-- Exercise --
Report every line of the records that includes the word "image".

=== Begin Enclosure ===

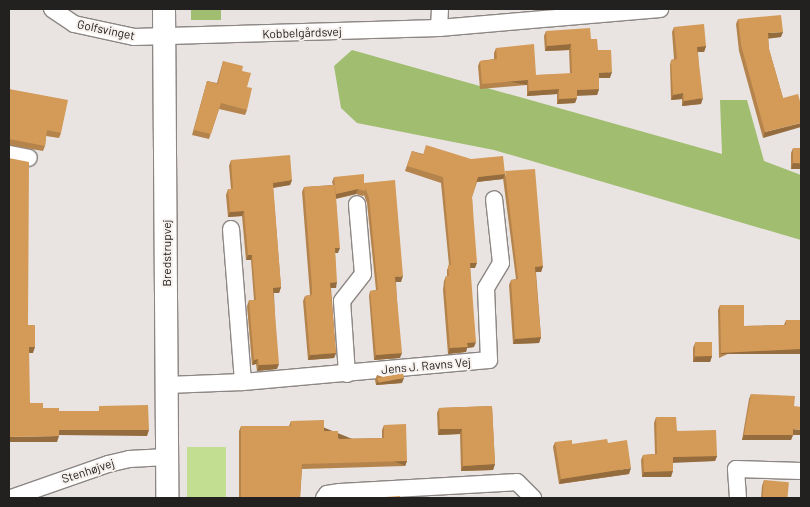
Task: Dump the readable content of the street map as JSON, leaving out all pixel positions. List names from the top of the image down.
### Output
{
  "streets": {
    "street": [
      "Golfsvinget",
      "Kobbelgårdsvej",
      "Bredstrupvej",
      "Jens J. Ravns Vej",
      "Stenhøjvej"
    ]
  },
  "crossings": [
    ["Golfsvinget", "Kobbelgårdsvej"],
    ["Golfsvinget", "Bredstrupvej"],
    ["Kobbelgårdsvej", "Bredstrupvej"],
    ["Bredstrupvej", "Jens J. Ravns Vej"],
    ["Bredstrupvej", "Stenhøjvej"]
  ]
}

=== End Enclosure ===
=== Begin Enclosure ===

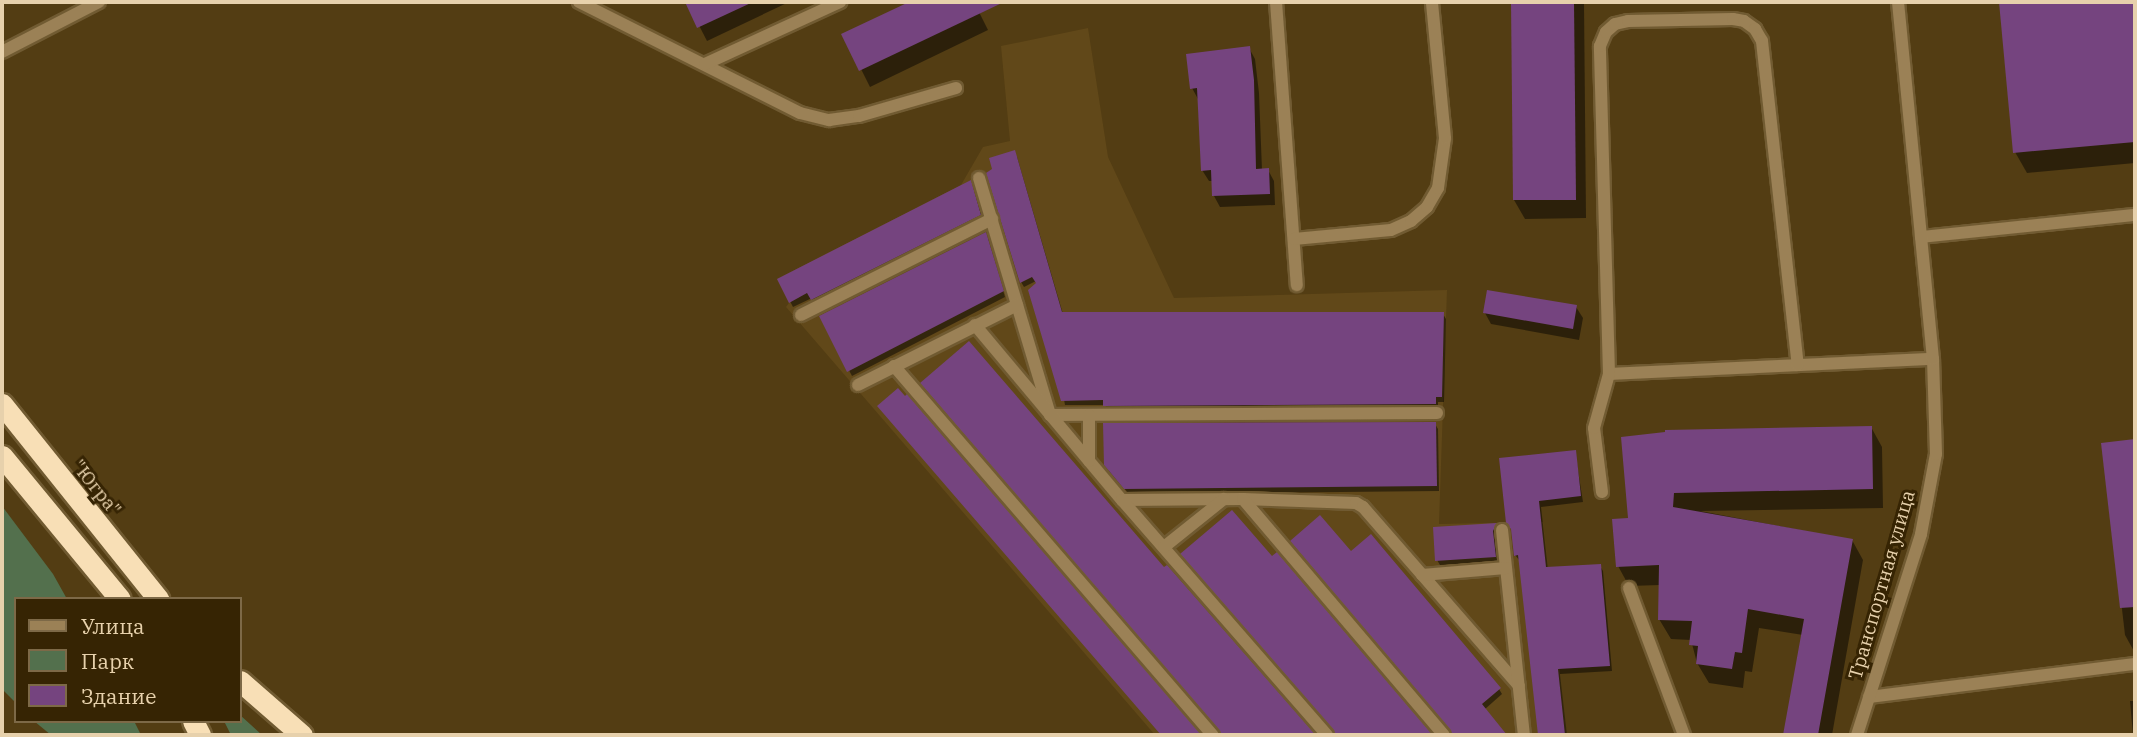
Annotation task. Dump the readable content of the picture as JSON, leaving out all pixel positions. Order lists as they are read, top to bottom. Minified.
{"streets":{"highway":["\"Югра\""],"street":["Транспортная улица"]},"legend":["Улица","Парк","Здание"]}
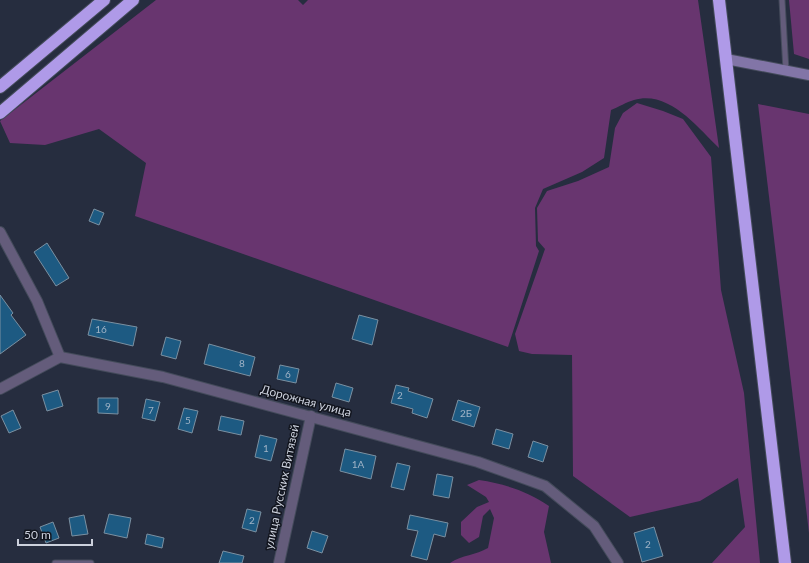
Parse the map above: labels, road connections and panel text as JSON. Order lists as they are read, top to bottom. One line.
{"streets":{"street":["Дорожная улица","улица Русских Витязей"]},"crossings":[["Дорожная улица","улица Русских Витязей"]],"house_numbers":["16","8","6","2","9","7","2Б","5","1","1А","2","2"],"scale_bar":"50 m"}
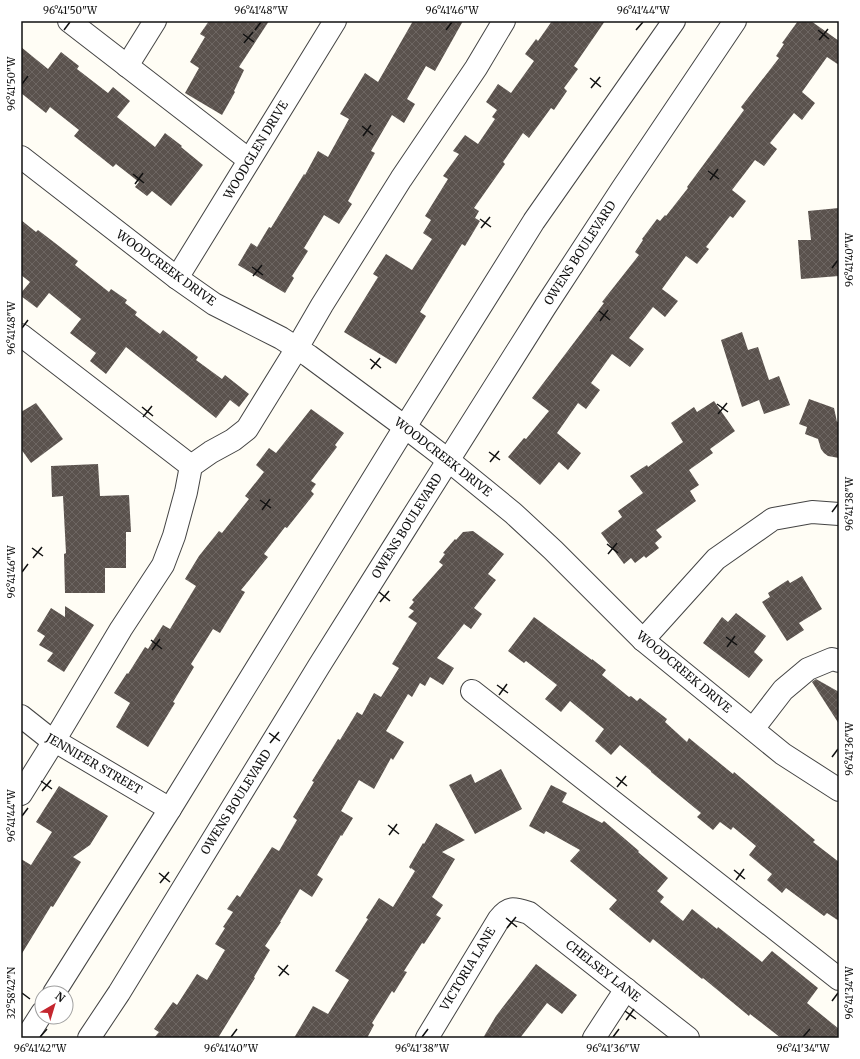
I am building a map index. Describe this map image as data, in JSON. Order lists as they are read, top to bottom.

=== End Enclosure ===

-- Answer to this exercise --
Task: Dump the readable content of the street map as JSON, leaving out all pixel positions. List names from the top of the image down.
I am building a map index. Describe this map image as data, in JSON. Order lists as they are read, top to bottom.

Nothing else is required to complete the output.